Vem-me uma cena. 2013. Manifestações em muitas cidades. E em muitas cidades, por todos os lados, gente prometendo protestar. Protestos contra tudo, absolutamente tudo. Cada participante gritando o seu querer, sem ligança para o querer de quem a seu lado. Velhos, crianças, jovens, pobres, ricos, mulheres, homens, enfim, o povo, no sentido total do termo, protestando. E quem não fazia comparecimento por corpo, fazia acompanhamento sentado em sofá, mirando televisão. Nesse clima, topo com um comunista, conhecido meu. O homem trazia estampado na face um sorriso largo, um olhar resplandecente, deslumbramento superior ao de Cristovão Colombo ao se deparar com a América. Levantou a mão para me mostrar um livro. Era um livro escrito por Lênin. Olhava com fascínio para ele e se voltava para mim. Queria uma resposta de meus olhos, alguma manifestação de minha boca. Disse-lhe que conhecia o livro, que já o havia lido. Ele me respondeu dizendo que também já o lera, mas que o estava relendo, se debruçando sobre ele com atenção atenta para entender o momento, as manifestações em acontecimento. Eu lhe disse que aquele livro fora escrito há quase cem anos, pensado em realidade de outro país, de outro povo. Ele retrucou: “É claro que eu sei disso!, mas aqui ele explica tudo o que está acontecendo, é só saber ver. Na Rússia foi assim também. A Revolução de 1917 foi desse jeito!” Não ocultou sua insatisfação... e frustração com minha posição, com minha observação. Algum tempo depois voltou a me encontrar e, ao me avistar, foi dizendo: “Viu os Sem Terra?! Pararam o trânsito, invadiram a Secretaria, destruíram os experimentos do laboratório! É a Revolução que está a caminho! Bote as barbas de molho! Os burgueses e a pequena burguesia vão ter o que merecem!” 
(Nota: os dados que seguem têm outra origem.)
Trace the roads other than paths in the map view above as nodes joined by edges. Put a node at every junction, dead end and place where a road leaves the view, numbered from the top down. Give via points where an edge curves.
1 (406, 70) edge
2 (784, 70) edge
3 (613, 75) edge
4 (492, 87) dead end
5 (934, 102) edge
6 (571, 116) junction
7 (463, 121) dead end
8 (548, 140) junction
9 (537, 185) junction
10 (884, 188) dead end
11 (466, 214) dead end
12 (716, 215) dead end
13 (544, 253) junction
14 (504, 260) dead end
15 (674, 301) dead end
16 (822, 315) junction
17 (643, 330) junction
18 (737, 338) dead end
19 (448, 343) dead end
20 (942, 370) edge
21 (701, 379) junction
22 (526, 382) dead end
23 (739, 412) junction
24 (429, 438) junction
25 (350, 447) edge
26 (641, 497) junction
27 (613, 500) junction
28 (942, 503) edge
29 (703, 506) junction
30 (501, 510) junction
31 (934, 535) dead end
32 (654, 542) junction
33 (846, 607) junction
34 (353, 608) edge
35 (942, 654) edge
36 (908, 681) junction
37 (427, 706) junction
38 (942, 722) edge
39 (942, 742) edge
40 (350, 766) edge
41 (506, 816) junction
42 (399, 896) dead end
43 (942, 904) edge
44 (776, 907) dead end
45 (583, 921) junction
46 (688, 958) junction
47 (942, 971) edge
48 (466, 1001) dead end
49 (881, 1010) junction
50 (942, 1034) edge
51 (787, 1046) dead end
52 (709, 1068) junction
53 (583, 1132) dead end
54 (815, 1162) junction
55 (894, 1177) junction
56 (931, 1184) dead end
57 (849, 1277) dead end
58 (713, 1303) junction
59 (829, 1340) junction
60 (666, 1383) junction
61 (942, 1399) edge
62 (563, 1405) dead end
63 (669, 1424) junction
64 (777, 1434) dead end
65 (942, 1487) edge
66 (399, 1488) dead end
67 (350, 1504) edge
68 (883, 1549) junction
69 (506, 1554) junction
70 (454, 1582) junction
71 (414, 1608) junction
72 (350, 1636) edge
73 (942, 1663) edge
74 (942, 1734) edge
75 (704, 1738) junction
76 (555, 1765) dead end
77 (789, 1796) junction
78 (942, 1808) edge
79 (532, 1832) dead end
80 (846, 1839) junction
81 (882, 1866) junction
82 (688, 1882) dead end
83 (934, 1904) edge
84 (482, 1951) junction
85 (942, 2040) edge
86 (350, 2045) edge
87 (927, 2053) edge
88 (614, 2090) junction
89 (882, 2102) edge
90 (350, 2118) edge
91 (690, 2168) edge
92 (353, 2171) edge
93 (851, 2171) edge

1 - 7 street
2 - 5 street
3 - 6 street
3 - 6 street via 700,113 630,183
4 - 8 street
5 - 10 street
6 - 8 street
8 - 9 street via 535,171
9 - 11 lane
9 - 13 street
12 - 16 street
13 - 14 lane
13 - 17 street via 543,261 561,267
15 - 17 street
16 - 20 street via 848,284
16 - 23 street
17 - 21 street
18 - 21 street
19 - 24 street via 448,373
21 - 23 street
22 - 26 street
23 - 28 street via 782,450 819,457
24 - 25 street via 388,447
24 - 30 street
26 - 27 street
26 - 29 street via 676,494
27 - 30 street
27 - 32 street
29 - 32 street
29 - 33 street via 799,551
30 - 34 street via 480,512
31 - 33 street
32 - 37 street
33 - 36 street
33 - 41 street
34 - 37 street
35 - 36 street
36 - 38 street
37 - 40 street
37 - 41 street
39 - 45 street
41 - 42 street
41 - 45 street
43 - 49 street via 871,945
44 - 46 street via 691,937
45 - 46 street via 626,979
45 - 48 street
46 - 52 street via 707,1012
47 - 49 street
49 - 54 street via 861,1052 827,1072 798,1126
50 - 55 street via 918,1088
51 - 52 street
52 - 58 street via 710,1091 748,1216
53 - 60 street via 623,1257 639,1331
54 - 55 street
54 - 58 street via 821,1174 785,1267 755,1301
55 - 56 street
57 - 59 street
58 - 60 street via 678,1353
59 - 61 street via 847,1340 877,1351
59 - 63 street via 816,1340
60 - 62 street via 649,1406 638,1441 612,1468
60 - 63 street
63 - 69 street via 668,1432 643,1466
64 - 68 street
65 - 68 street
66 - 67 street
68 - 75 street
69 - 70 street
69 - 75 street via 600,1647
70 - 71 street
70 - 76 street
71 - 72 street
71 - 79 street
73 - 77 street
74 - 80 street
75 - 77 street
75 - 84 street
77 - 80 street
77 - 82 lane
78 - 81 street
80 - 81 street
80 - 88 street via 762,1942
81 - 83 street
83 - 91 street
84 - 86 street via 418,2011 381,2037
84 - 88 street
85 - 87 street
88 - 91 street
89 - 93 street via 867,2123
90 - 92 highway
A idiotice é perdoável, temos que tolerá-la. Aliás, cada um de nós é ou foi idiota de algum modo, em alguma circunstância, em alguma dimensão da vida. Nesse assim, ao perdoarmos um idiota, uma idiotice, estamos, de alguma forma, também nos autoperdoando. Mas a canalhice não pode ter perdão, não merece tolerância, complacência. Canalhice implica astúcia, e gera ruína, maldade, supressão do ser do outro. E é exatamente isso o que faz o comunista. Com toda a força que a garganta permite, com toda a habilidade que o verbo possibilita, reivindica e luta, em nossa sociedade, pelas chamadas liberdades democráticas, mas cala diante das atrocidades e assassinatos cometidos contra a população durante todo o período de existência da União Soviética, principalmente durante o governo do bandido e genocida Stálin; omite a violência, as injustiças, assassinatos de milhões, cometidos pelo governo Comunista da China; finge que não sabe do massacres em massa de pessoas no Camboja pelo Khmer Vermelho, sob o comando do comunista sanguinolento Pol Pot; solidariza-se com o feroz, sanguinário e absolutista governo da Coreia do Norte; apoia as medidas restritivas das liberdades democráticas na Venezuela; aplaude a inexistência de liberdades democráticas em Cuba.  Diante dessas realidades o comunista emudece. Pior: nega. Se apertado por questionamentos, fala com voz miada: “Houve erros”; “Ocorreram desvios”, “Foi uma questão de necessidade histórica”. E se perguntado sobre a existência da liberdade de expressão e de participação em um governo comunista, com convicção cínica responde: “Liberdade de expressão, de participação são liberdades burguesas! A burguesia tem que ser morta, a pequena burguesia tem que ser submetida! Não podemos deixar espaço para o inimigo se manifestar, lutar contra nós”. O restante da população? O comunista estica o peito: “A população será protegida contra a cultura da burguesia, contra os membros da pequena burguesia. A população será reeducada”. E respira fundo, joga olhar em realidade idealizada. Vê-se autoridade, em algum comando, determinando a vida, indicando o seguir do povo e o povo calado, obedecendo. E todos na crença irrevogável das mesmas ideias, submetendo-se às aspirações que lhes apontam, que lhes impõem. Um único pensar, uma única voz.